Most criticisms I’ve read of Larson’s work focus on his DVD presentation where he claims that some manuscripts of Josephus are consistent with a 1 BC death of Herod. But Larson gives references on his site (and it is hardly fair to expect footnotes in a DVD; especially when he says that further information is available on the site in the DVD itself). After researching it, I’ve found that this is a view that some scholars support, though it is a minority view. If these things actually happened in the sky in 3 and 2 BC (which it appears that they did) and if one were persuaded that they were significant in the way that Larson proposes, then that would tip the scales toward the 1 BC date for Herod’s death.

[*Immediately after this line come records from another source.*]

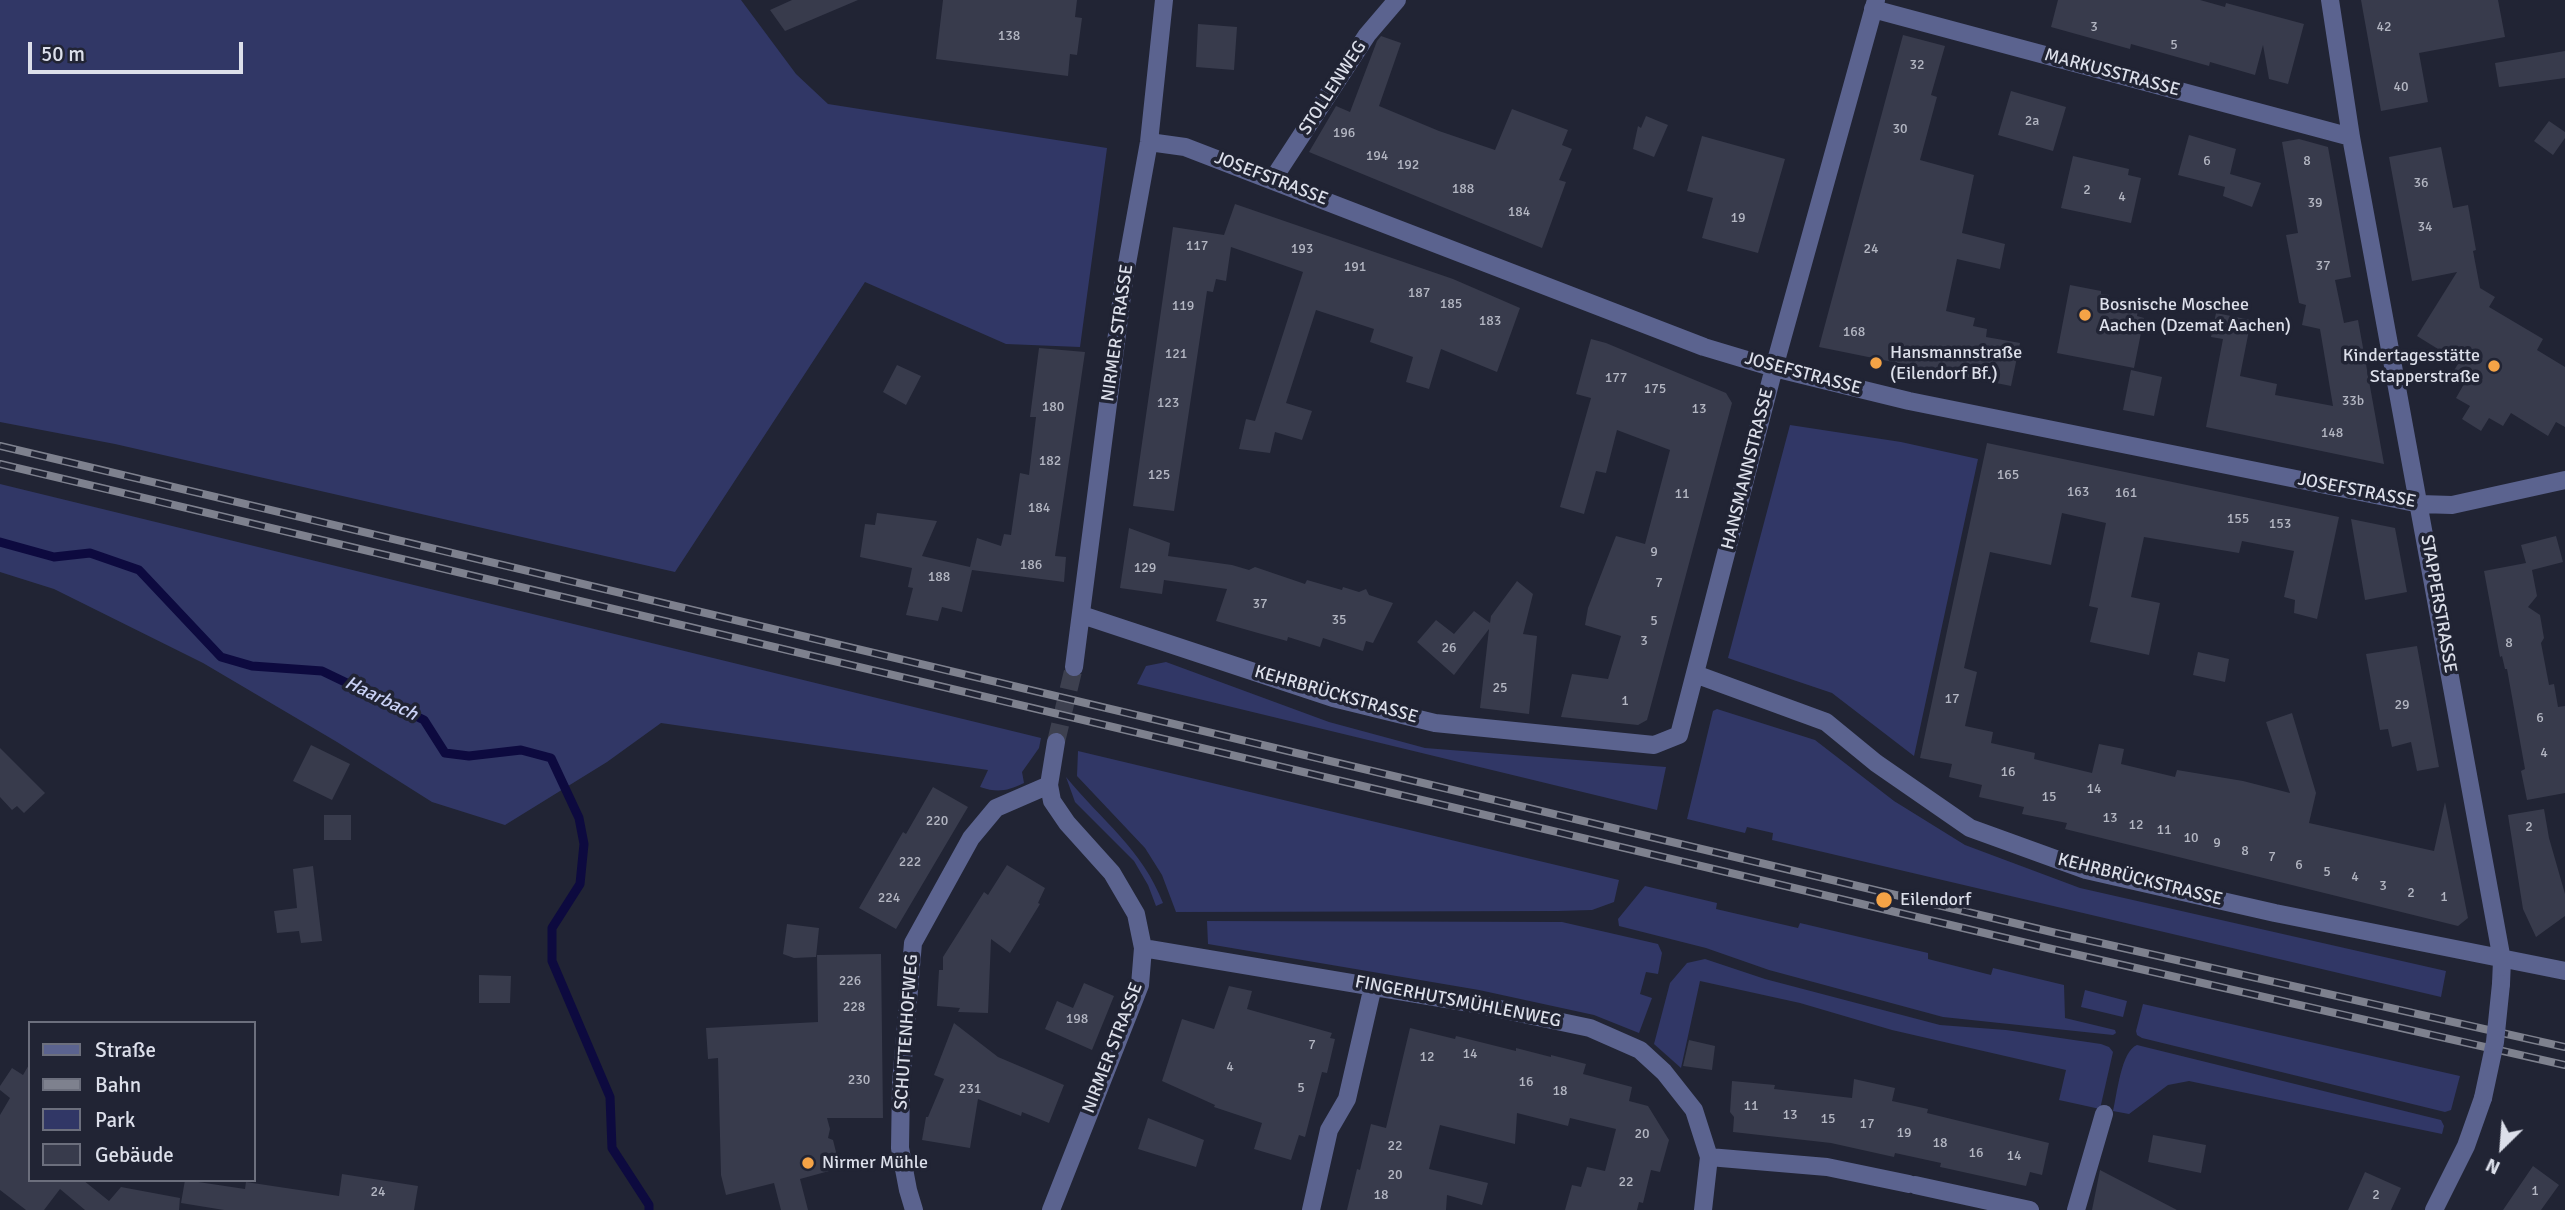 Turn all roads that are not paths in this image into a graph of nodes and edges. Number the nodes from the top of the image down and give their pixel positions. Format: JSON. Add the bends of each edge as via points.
{"nodes":[{"id":1,"x":1164,"y":0,"type":"edge"},
{"id":2,"x":1397,"y":0,"type":"edge"},
{"id":3,"x":2330,"y":0,"type":"edge"},
{"id":4,"x":1875,"y":5,"type":"edge"},
{"id":5,"x":2351,"y":137,"type":"junction"},
{"id":6,"x":1149,"y":142,"type":"junction"},
{"id":7,"x":1273,"y":179,"type":"junction"},
{"id":8,"x":1774,"y":368,"type":"junction"},
{"id":9,"x":2565,"y":480,"type":"edge"},
{"id":10,"x":2420,"y":504,"type":"junction"},
{"id":11,"x":1082,"y":615,"type":"junction"},
{"id":12,"x":1074,"y":667,"type":"tunnel mouth"},
{"id":13,"x":1695,"y":674,"type":"junction"},
{"id":14,"x":1679,"y":735,"type":"joint"},
{"id":15,"x":1056,"y":741,"type":"tunnel mouth"},
{"id":16,"x":1049,"y":785,"type":"junction"},
{"id":17,"x":1143,"y":948,"type":"junction"},
{"id":18,"x":2502,"y":960,"type":"junction"},
{"id":19,"x":2565,"y":971,"type":"edge"},
{"id":20,"x":1373,"y":986,"type":"junction"},
{"id":21,"x":2104,"y":1114,"type":"dead end"},
{"id":22,"x":1709,"y":1157,"type":"junction"},
{"id":23,"x":914,"y":1210,"type":"edge"},
{"id":24,"x":1051,"y":1210,"type":"edge"},
{"id":25,"x":1311,"y":1210,"type":"edge"},
{"id":26,"x":1703,"y":1210,"type":"edge"},
{"id":27,"x":2030,"y":1210,"type":"edge"},
{"id":28,"x":2076,"y":1210,"type":"edge"},
{"id":29,"x":2434,"y":1210,"type":"edge"}],
"edges":[{"from":1,"to":6,"type":"street","name":"NIRMER STRASSE"},
{"from":2,"to":7,"type":"street","name":"STOLLENWEG","via":[[1367,35]]},
{"from":3,"to":5,"type":"street","name":"STAPPERSTRASSE"},
{"from":4,"to":5,"type":"street","name":"MARKUSSTRASSE"},
{"from":4,"to":8,"type":"street","name":"HANSMANNSTRASSE"},
{"from":5,"to":10,"type":"street","name":"STAPPERSTRASSE"},
{"from":6,"to":7,"type":"street","name":"JOSEFSTRASSE","via":[[1185,147]]},
{"from":6,"to":11,"type":"street","name":"NIRMER STRASSE","via":[[1124,280]]},
{"from":7,"to":8,"type":"street","name":"JOSEFSTRASSE","via":[[1704,347]]},
{"from":8,"to":10,"type":"street","name":"JOSEFSTRASSE","via":[[1909,401]]},
{"from":8,"to":13,"type":"street","name":"HANSMANNSTRASSE"},
{"from":9,"to":10,"type":"street","name":"JOSEFSTRASSE","via":[[2452,505]]},
{"from":10,"to":18,"type":"street","name":"STAPPERSTRASSE"},
{"from":11,"to":12,"type":"street","name":"NIRMER STRASSE"},
{"from":11,"to":14,"type":"street","name":"KEHRBRÜCKSTRASSE","via":[[1333,698],[1434,723],[1654,745]]},
{"from":13,"to":14,"type":"street","name":"HANSMANNSTRASSE"},
{"from":13,"to":18,"type":"street","name":"KEHRBRÜCKSTRASSE","via":[[1826,722],[1970,828],[2085,870]]},
{"from":15,"to":16,"type":"street"},
{"from":16,"to":17,"type":"street","name":"NIRMER STRASSE","via":[[1052,802],[1125,894],[1136,914]]},
{"from":16,"to":23,"type":"street","name":"SCHUTTENHOFWEG","via":[[996,808],[971,838],[913,943],[901,1083],[901,1147]]},
{"from":17,"to":20,"type":"street","name":"FINGERHUTSMÜHLENWEG"},
{"from":17,"to":24,"type":"street","name":"NIRMER STRASSE","via":[[1140,985]]},
{"from":18,"to":19,"type":"street","name":"KEHRBRÜCKSTRASSE"},
{"from":18,"to":29,"type":"street","name":"STAPPERSTRASSE","bridge":true,"via":[[2495,1042],[2483,1098],[2466,1146]]},
{"from":20,"to":22,"type":"street","name":"FINGERHUTSMÜHLENWEG","via":[[1590,1028],[1640,1050],[1694,1110]]},
{"from":20,"to":25,"type":"street","via":[[1347,1099],[1329,1130]]},
{"from":21,"to":28,"type":"street"},
{"from":22,"to":26,"type":"street","name":"FINGERHUTSMÜHLENWEG"},
{"from":22,"to":27,"type":"street","via":[[1827,1167]]}]}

As Christians, we are understandably excited when new evidence comes to light that seems to support our faith, or to confirm historical events that are important for our faith.

Another common objection is that Jupiter couldn’t lead the Magi to a specific house. Larson claims that’s not what the Bible says it did. He claims that Jupiter was switching to retrograde motion at that point, so appeared to have stopped when they got to Bethlehem. But that leaves one with the question how the Magi found the specific house, if not by the star. And taking “the place where the child was” as “the house where the child was” makes sense of the context. It is difficult to see how any natural astronomical occurrence could point to a particular location in a town, which the Bible seems to indicate the “Bethlehem star” did. They didn’t need a star simply to guide them to Bethlehem, because the Jewish scholars whom Herod consulted had already told them that the Messiah would be born there (Micah 5:2, Matthew 2:3–8). This would seem to be a miraculous provision of God, the Shekinah Glory, rather than a natural phenomenon. Matthew 2:9 says that this was the same star that the wise men saw from the east; the star that they understood as being a sign that the Judean king had been born (Matt. 2:2). But this seems like a natural phenomenon like Larson has identified. It’s very curious.

As Christians, we are understandably excited when new evidence comes to light that seems to support our faith, or to confirm historical events that are important for our faith. But it is important to “test everything, hold on to the good” (1 Thessalonians 5:21). Larson’s claims are very interesting, but like good Bereans, we need to be cautious. Grand claims need to be thoroughly checked out before we accept them. In this regard it would be nice to see some independent verification of the claims. For instance, I would like to see research that shows that Babylonian astronomers associated Leo with Judah, and some ancient interpretation of Genesis 49:10 in an astronomical sense (this would demonstrate that Larson’s reading of it is not eisegesis; reading a modern understanding into the text).

In short, there is not enough evidence to say whether or not Larson’s claims are true; hopefully other motivated Christians with qualifications in the relevant areas will investigate further to shed light on this issue. But whether or not Larson’s take on the star of Bethlehem turns out to be correct, it should not affect our confidence in the Bible’s record of the events of Christ’s birth.